28 Şubat 2010 Pazar

Martılar


Her ne kadar Lizbon'un karşı yakasında oturmayı binbir çeşit nedenden dolayı sevmesem de bir neden var ki bunları bana unutturabiliyor;
Vapurla karşıya geçmek..
İstanbul'a benzetiyorum burayı, her seferinde sanki Üsküdar'dan motora binmişim Beşiktaş'a geçiyorum gibi, sağ tarafımda Çırağan Sarayı sol tarafımda Galata Kulesi var gibi. Aslında onlara benzeyen bir dolu yapıda mevcut. Her neyse konu bu değil şimdi. Martılar var bi de, her yerde aynı bu martılar.
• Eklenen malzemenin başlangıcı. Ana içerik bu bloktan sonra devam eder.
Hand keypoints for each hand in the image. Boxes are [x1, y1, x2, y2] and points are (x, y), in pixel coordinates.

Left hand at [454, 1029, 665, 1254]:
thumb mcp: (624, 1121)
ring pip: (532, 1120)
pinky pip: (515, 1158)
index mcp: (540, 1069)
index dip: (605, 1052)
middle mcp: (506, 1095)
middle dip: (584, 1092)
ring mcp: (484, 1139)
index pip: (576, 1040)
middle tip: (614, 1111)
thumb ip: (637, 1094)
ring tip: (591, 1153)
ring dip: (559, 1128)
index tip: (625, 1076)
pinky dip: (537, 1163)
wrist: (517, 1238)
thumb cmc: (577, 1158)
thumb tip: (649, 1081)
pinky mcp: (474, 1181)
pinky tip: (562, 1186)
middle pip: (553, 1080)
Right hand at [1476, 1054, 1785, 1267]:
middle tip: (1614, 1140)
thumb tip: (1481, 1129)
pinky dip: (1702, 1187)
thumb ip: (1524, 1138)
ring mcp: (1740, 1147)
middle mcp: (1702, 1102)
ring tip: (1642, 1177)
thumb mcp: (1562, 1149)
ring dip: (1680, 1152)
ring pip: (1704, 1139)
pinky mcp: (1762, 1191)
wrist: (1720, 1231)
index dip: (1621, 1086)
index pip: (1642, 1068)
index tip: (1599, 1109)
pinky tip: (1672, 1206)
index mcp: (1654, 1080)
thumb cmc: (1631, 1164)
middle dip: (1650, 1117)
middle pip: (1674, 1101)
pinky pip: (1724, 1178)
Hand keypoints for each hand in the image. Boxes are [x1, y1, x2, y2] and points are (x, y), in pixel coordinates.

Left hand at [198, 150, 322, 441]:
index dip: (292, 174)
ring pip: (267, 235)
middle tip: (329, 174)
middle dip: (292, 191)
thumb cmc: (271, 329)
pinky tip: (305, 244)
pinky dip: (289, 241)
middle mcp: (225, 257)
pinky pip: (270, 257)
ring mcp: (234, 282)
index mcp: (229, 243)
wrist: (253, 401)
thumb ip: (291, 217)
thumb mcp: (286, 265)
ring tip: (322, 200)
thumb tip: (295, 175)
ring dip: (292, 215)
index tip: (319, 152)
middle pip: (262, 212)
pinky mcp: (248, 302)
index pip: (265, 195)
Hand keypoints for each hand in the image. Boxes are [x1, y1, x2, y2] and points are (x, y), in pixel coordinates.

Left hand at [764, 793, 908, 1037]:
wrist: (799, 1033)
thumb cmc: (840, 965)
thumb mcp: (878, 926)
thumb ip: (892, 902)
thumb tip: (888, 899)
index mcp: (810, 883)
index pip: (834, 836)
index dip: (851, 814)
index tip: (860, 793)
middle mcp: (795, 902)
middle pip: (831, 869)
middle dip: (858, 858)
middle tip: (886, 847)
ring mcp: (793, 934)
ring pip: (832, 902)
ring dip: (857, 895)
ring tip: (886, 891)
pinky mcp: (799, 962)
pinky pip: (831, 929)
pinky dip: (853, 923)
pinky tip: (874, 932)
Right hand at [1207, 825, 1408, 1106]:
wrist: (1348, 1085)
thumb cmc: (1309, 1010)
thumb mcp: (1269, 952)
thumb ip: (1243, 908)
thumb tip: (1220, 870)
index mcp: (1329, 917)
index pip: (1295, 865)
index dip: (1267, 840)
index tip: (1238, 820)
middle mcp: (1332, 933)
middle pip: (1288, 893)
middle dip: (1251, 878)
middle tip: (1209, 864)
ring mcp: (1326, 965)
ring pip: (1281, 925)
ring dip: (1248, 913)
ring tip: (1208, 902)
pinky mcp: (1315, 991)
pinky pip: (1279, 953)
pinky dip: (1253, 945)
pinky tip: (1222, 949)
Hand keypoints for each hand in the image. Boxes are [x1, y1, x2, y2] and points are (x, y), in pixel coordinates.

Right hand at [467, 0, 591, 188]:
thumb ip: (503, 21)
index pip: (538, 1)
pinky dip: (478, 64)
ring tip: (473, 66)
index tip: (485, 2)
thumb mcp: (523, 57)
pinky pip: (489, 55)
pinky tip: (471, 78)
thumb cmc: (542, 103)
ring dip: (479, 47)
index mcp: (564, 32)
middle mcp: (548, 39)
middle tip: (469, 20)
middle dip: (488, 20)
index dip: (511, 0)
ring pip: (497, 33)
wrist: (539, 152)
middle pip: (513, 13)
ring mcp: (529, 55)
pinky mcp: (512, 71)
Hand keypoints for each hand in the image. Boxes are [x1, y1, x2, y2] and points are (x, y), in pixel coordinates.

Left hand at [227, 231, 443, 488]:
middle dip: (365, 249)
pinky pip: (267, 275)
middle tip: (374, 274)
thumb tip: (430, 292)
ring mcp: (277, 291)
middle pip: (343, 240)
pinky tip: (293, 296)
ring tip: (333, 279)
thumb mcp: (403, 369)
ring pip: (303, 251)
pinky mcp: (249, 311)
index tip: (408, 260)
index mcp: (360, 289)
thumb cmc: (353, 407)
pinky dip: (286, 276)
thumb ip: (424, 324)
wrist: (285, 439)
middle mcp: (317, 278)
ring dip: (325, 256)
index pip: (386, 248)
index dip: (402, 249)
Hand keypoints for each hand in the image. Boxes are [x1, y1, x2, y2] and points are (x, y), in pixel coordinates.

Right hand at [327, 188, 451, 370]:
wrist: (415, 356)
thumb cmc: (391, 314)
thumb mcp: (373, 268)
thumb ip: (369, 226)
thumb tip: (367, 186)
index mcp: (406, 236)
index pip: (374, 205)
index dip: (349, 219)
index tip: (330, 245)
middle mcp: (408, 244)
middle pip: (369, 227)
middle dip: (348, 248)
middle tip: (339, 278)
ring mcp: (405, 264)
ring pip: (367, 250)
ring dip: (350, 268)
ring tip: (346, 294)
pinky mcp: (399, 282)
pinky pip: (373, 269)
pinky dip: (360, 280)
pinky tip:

En düşünceli anında ortaya çıkarlar, çoğu insan simitle besler martıları öyle zevk alırlar ama benimki öyle değil. Nası mükemmel uçuyorlar o yaratıklar. Ne zaman onları uçarken görsem hiç bir derdim tasam kalmıyor, her kanat çırpışında sanki aklımda bi düşünceyi uçurup götürüyolar, bu çırpışın sonunda gelen rüzgara karşı uçuşları ise her şey yoluna giricek merak etme der gibi.
Bunun üstüne bi de Oi Va Voi - Magic Carpet çalınca bu anda nasıl güzel oluyor :)

2 yorum:

Burcu Yağmur Kabaalioğlu dedi ki...

Hem de Kara Sırtlı Martı! İstanbul'da bu türünü görmek ne kadar zor biliyor musun? :)
(Acaba şarkıyı vapura denk getirirsem görür müyüm..) =)

Burak Elibol dedi ki...

E ben bu yorumu yeni görüyorum :)
Hiç öyle kara sırt beyaz sırt diye düşünmemiştim, biyolog olmanın güzelliği, mühendis kafaları feci kafalar:)
Ayrıca şarkı bence denk getirebilir, hele ki Kadıköy'den bindiysen!